Dillan Rinaldi

Personal information
- Full name: Dillan Yabran Rinaldi
- Date of birth: 1 June 2005 (age 21)
- Place of birth: Cologne, Germany
- Height: 1.75 m (5 ft 9 in)
- Position: Winger

Team information
- Current team: Bali United

Youth career
- 0000–2024: SV Bergisch Gladbach 09

Senior career*
- Years: Team / Apps / (Gls)
- 2024–: Bali United / 1 / (0)
- 2025–2026: → Persikad Depok (loan) / 1 / (0)

International career^{‡}
- 2024: Indonesia U20 / 1 / (0)

= Dillan Rinaldi =

Indonesian footballer (born 2005)

Dillan Yabran Rinaldi (born 1 June 2005) is a professional footballer who plays as a winger for Super League club Bali United. Born in Germany, he is an Indonesia youth international.

==Early life==
Rinaldi was born on 1 June 2005 in Cologne, Germany.
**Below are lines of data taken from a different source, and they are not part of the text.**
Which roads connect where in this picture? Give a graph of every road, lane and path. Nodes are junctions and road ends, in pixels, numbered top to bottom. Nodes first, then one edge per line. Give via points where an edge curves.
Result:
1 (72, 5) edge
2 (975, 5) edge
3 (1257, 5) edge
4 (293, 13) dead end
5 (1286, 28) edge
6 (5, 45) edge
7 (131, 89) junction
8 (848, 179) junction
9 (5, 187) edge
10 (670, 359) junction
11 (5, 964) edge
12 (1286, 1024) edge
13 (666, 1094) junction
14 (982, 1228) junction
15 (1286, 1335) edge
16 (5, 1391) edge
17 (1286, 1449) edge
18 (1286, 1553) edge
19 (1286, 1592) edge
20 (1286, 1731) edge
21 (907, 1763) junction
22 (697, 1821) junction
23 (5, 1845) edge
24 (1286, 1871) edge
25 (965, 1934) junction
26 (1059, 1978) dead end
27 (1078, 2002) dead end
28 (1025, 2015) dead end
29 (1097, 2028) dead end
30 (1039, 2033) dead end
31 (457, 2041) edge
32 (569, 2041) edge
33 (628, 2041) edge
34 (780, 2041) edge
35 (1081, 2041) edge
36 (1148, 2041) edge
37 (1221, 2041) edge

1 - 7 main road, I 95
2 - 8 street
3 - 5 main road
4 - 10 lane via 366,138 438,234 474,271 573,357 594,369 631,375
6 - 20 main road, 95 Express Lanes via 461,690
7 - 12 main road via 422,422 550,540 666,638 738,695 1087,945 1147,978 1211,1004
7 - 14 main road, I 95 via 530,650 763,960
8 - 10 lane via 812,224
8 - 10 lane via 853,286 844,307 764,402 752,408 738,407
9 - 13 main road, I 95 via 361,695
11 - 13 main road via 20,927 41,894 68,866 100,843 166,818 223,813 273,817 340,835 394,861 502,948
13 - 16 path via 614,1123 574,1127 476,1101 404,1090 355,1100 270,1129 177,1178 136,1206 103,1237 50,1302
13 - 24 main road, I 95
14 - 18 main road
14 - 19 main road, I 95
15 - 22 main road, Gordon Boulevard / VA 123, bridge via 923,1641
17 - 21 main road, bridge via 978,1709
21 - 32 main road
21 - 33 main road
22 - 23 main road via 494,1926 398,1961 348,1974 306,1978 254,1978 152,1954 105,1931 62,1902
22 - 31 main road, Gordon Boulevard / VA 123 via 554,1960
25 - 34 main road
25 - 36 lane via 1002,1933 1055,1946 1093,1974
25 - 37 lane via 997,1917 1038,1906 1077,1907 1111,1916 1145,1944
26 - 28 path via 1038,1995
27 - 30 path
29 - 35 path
Born to Indonesian parents, his family originate from Aceh, Indonesia and he can speak fluent Indonesian.

==Club career==
As a youth player, Rinaldi joined the youth academy of German side SV Bergisch Gladbach 09. Subsequently, he signed for Indonesian side Bali United in 2024. On 12 January 2025, he debuted for the club during a 1–3 home loss to Persik Kediri in the league.

==International career==
Rinaldi is an Indonesia youth international. On 25 March 2024, he debuted for the Indonesia national under-20 football team during a 1–1 home friendly draw with the China national under-20 football team. In 2024, he was called up to the Indonesia national under-20 football team for the 2024 Maurice Revello Tournament preliminary squad but did not make the final squad.

==Style of play==
Rinaldi plays as a winger. Indonesian newspaper Jawa Pos wrote in 2024 that his "ability to play with both feet and his agility in the attacking midfielder and left wing positions make him a valuable asset".